Ayşecik, Turist Ömer, Mavi Boncuk, Vesikalı Yarim,  Kınalı  Yapıncak, Yılanların Öcü, Şıngırdak Melahat, Ah Müjgan Ah… Belleğimizde yer etmiş daha nice filmler…

Gerek ekran karşısında gerek beyaz perdede bize hissettirdikleri duygularla hepsi birbirinden değerli. Çocukluğumuzun, gençliğimizin unutulmaz birer parçası olan filmlere oyunculuklarıyla hayat veren Tarık Akan, Filiz Akın, Kadir İnanır, Türkan Şoray, Fatma Girik, Hulusi Kentmen, Ediz Hun, Kemal Sunal gibi usta sanatçılarımız bu vesileyle evimize konuk olmuş, hafızalardan silinmeyen sahneleriyle bizleri kâh güldürmüş kâh  düşündürmüş kâh ağlatmıştır. Bir başka güzeldi eski Türk filmlerinin tadı . Dram, komedi, bilim kurgu, aşk… Hatta bazıları fazla cüretkar ama hep çizginin ötesinde, saygı çerçevesinde…

I M G 5194

Çocukluğumun en güzel yanlarından biriydi siyah beyaz televizyonun karşısında maaile oturup, ağzına kadar dolu kaselerin içindeki çekirdekleri çitleyerek film izlemek. Annemin “Sakın yere çekirdek kabuğu dökmeyin!” Diye bizi uyaran naif sesi hâlâ kulaklarımda… Filmin en heyecanlı yerinde televizyon karşısında uyuyakalan babamın tonton göbeğine parmak ucumla dokunup, onu olduğu yerde sıçrattığım anlar, sıçrayışına kıkırdarken dudağının kenarında beliren gülümseme, eliyle başımı okşayışı silinmiyor gözlerimin önünden. Kışları patlamış mısır, meyve ve çekirdekle evde devam eden film seansları, yazın gelmesiyle birlikte gazoz, Alaska frigo ve koko eşliğinde açık hava sinemalarına taşınırdı. Yeniköy açık hava sinemasına kapısından girerken biletimizi alır, sonra da bir uçtan diğer uca gerilmiş iplerden sarkıtılan renkli ampullerle aydınlatılmış salonda mavi boyalı taburelerdeki numarasız yerlerimize otururduk. Filmin başlamasını beklerken kırkbeşlik plaklar çalar, “Oh olsun, Kim bilir, Aşkın gözü kör mü acaba” eşliğinde gökyüzündeki yıldızları izler, kutup yıldızını bulur ve parlaklığının gözümüzü almasına izin verirdik. Sonra o büyükan gelir, asıl film başlamadan önce ekranda “Pek yakında“ yazısı çıkar ve biz gelecek programın fragmanını izlerken, annemler, “Kaçırmayalım bu filmi, mutlaka buna da gelelim,” diye aralarında konuşup sözleşirdi.
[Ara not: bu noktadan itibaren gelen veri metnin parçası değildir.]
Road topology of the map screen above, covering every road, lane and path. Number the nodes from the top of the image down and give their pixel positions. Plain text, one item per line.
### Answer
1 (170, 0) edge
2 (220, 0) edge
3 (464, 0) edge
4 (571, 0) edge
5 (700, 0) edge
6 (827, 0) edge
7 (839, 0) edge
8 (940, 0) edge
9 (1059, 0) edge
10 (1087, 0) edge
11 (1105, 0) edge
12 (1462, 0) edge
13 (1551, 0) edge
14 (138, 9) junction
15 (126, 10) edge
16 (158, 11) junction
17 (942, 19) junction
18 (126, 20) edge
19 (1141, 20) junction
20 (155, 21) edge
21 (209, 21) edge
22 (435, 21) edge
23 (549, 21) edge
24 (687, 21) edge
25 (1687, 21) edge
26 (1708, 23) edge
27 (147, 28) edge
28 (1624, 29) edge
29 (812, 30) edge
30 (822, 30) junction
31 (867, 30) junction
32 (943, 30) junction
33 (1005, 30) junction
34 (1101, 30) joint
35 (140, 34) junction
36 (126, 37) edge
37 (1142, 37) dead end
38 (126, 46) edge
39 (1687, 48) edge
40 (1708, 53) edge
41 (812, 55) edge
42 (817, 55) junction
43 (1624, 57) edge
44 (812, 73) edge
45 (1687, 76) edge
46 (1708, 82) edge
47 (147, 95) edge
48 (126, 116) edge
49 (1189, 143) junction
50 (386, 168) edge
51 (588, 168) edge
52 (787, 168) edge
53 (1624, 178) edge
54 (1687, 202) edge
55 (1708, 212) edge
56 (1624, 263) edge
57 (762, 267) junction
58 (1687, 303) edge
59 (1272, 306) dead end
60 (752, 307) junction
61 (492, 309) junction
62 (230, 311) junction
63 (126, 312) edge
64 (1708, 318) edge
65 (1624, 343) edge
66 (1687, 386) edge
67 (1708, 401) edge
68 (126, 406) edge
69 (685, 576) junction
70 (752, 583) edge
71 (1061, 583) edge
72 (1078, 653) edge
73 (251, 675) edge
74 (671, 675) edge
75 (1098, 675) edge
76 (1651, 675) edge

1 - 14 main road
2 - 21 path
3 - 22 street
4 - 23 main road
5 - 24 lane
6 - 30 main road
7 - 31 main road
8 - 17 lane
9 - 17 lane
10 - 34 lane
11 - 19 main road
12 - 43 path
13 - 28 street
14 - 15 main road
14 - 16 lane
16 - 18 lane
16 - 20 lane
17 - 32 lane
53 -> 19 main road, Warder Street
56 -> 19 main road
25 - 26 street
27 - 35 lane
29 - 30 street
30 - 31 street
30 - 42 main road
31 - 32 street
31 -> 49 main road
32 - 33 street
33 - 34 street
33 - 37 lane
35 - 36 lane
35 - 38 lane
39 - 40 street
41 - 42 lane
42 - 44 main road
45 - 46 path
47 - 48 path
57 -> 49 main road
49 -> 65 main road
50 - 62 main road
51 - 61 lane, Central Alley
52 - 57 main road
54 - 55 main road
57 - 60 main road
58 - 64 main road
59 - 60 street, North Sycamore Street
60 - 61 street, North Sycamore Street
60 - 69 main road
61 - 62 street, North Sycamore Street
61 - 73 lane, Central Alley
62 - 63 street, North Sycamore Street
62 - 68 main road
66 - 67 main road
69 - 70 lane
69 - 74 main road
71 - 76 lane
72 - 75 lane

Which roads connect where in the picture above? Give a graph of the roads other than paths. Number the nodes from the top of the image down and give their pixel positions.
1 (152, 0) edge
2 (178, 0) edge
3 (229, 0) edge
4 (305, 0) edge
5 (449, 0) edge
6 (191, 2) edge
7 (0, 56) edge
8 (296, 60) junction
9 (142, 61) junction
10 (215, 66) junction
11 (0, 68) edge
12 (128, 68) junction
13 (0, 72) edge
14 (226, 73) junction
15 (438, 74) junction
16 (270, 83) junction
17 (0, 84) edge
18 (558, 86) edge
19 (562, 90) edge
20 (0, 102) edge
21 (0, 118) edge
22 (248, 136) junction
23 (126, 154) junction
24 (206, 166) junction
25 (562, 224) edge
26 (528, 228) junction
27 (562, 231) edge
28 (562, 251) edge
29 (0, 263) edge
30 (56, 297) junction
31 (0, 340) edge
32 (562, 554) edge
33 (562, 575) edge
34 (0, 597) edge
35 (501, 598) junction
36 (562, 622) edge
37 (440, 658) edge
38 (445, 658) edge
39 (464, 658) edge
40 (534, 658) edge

Bende çocukluğun verdiği keyifle, “ Yaşasın yine geleceğiz,” diye için için sevinirdim. Film başladığında ise mendiller çantalardan çıkar, ağlama sahnelerinde hazır şekilde ellerde tutulurdu. Film sırasında önünüzde oturan kişiye, “Kardeşim başını azıcık sağa ya da sola çek de bizde görelim“ demek âdettendi. Tıpkı filmin en heyecanlı yerinde film şeridinin kopması, kalabalığın kopan filmi ıslıklarla protesto etmesi gibi… Ama film arasında boyunlarına astıkları kasaların altına vura vura “Alaska Frigo dondurma” diye bağırarak dolaşan satıcıların sesi ve frigonun lezzeti her şeyi unuttururdu. Filmin ikinci yarısı başladığında ise insanlar, gazoz ve külahta leblebi almak için girdikleri uzun kuyruktan çıkar, alelacele yerlerine geçerdi. Mantığını hâlâ çözemezsem de sarı leblebiler gazozun içine atılır, o gazoz öyle içilirdi. “Şiişşt susun,” diye İnsanların kafasına leblebi isabet ettirmek de işin eğlenceli tarafıydı.

Müjgan

Filmin sonunda ise zengin kızla fakir oğlan kavuşur, alkış kıyamet eşliğinde ıslıklar bu kez onların kavuşmasına çalınırdı. Mendillerimizi çantamıza geri koyup, alkıştan şişen ellerimiz, ağlamaktan kızaran gözlerimiz ve mutlu sonla birlikte gülümseyen yüzümüzle oturduğumuz yerden kalkıp evlerimize dönerdik. Hey gidi günler hey… O günleri özlemiyorum desem yalan olur:))

“Bir daha mahalleye gelmedi Müjgan gelemedi. Bizim dar ve eski sokaklara otomobili sığmıyor muş dediler.”